Comb the records below for the string "Avenue" and copy each line where it turns up.

────────────────────

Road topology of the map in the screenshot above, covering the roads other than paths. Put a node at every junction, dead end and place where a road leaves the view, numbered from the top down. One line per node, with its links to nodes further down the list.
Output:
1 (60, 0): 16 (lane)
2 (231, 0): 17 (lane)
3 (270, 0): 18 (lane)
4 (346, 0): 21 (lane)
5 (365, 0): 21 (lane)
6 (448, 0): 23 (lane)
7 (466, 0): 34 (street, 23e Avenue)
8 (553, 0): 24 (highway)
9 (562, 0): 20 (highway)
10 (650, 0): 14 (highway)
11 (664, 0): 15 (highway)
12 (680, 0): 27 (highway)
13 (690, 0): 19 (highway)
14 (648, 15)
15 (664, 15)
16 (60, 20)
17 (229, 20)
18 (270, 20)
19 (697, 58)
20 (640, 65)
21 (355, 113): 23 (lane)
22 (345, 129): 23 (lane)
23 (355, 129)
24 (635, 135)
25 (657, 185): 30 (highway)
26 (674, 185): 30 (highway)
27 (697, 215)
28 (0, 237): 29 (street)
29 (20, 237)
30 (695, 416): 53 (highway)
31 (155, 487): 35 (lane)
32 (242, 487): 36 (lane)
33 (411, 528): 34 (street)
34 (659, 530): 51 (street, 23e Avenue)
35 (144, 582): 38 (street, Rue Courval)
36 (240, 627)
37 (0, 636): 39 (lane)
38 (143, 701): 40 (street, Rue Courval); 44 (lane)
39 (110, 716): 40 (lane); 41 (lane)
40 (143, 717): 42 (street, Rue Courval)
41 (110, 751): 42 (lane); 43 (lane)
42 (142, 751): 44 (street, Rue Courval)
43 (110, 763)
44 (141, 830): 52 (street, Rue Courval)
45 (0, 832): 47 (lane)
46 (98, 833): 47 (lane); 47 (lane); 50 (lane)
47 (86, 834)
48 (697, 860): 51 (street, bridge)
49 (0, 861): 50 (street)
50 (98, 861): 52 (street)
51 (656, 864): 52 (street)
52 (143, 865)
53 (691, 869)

────────────────────

* _Answer_
7 (466, 0): 34 (street, 23e Avenue)
34 (659, 530): 51 (street, 23e Avenue)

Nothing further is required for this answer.